After inspecting the moxi logs (with -vvv enabled), I notice the following at around the time I get a SERVER_ERROR:
2013-07-16 03:07:22: (cproxy.c.2680) downstream_timeout
2013-07-16 03:07:22: (cproxy.c.1911) 56: could not forward upstream to downstream
2013-07-16 03:07:22: (cproxy.c.2004) 56: upstream_error: SERVER_ERROR proxy downstream timeout^M
I tried increasing the downstream timeout in the moxi configs from 5000 to 25000, but that doesn't help at all. The errors still happen just as frequently.
Can someone suggest any ideas for me to discover the cause of the problem? Or if there's some likely culprit?

SERVER_ERROR proxy downstream timeout
In this error response, moxi reached a timeout while waiting for a
downstream server to respond to a request. That is, moxi did not see
any explicit errors such as a connection going down, but the response
is just taking too long. The downstream connection will be also closed
by moxi rather than putting the downstream connection back into a
connection pool. The default downstream_timeout configuration is 5000
(milliseconds).
Pretty straight forward error, but it can be caused by a few possible things.

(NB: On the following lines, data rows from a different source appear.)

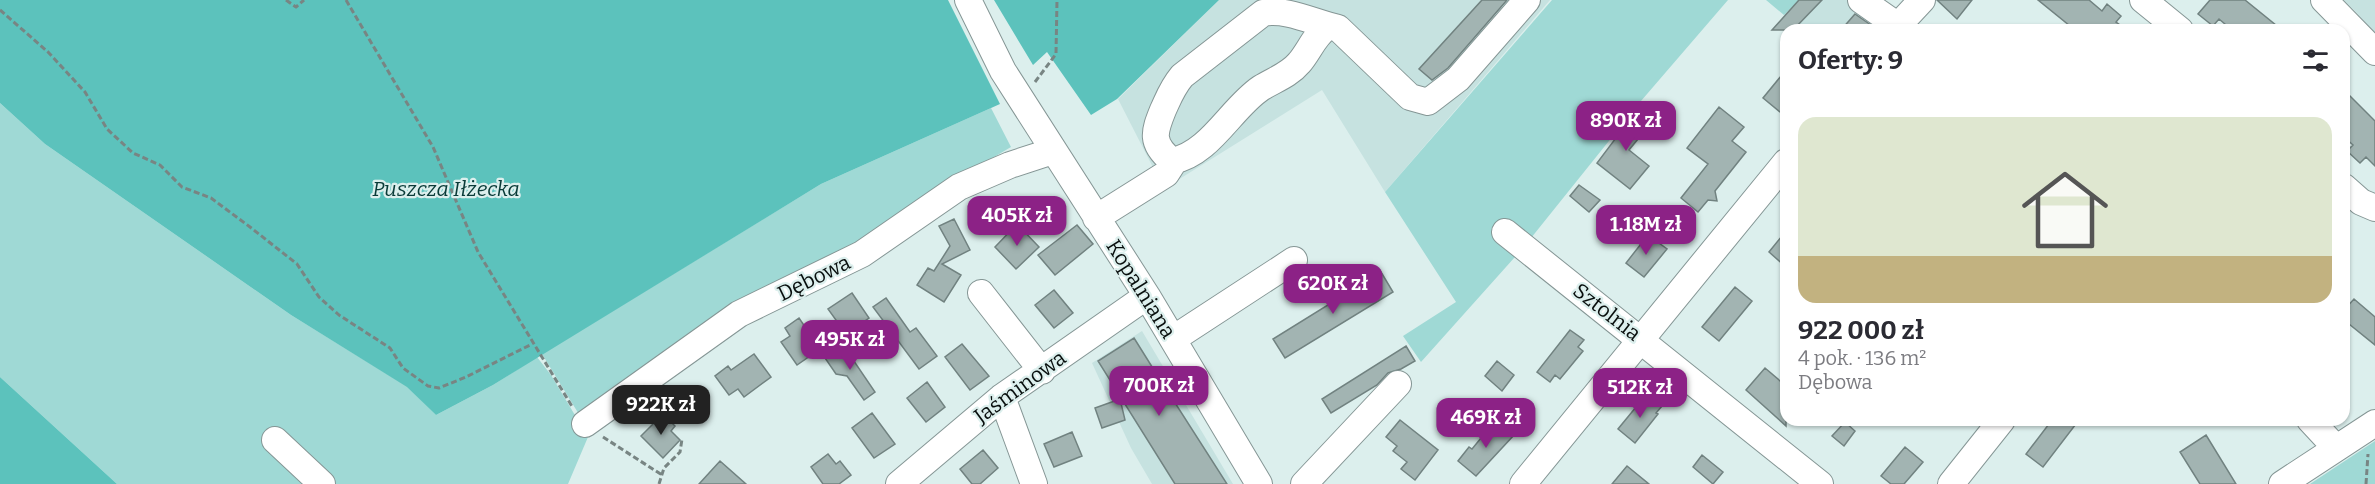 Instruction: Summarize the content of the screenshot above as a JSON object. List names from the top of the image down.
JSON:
{
  "streets": {
    "street": [
      "Dębowa",
      "Kopalniana",
      "Sztolnia",
      "Jaśminowa"
    ]
  },
  "crossings": [
    ["Dębowa", "Kopalniana"],
    ["Kopalniana", "Jaśminowa"]
  ],
  "parks": ["Puszcza Iłżecka"],
  "page": {
    "heading": "Oferty: 9",
    "list": [
      {
        "name": "922 000 zł",
        "note": "4 pok. · 136 m² · Dębowa"
      }
    ],
    "price": [
      "890K zł",
      "405K zł",
      "1.18M zł",
      "620K zł",
      "495K zł",
      "700K zł",
      "512K zł",
      "922K zł",
      "469K zł"
    ]
  }
}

try getting the output of "stats proxy" from moxi:
echo stats proxy | nc HOST 11211
obviously you have already figured out that you are concerned with these settings:
STAT 11211:default:pstd_stats:tot_downstream_timeout xxxx
STAT 11211:default:pstd_stats:tot_wait_queue_timeout nnnnn
your downstream_timeout as you've said should appear as 5000
but also check out:
STAT 11211:default:pstd_stats:tot_downstream_conn_queue_timeout 0
from URL:
http://www.couchbase.com/docs/moxi-manual-1.8/moxi-dataflow.html
pretty much a perfect walk through of the way moxi operates.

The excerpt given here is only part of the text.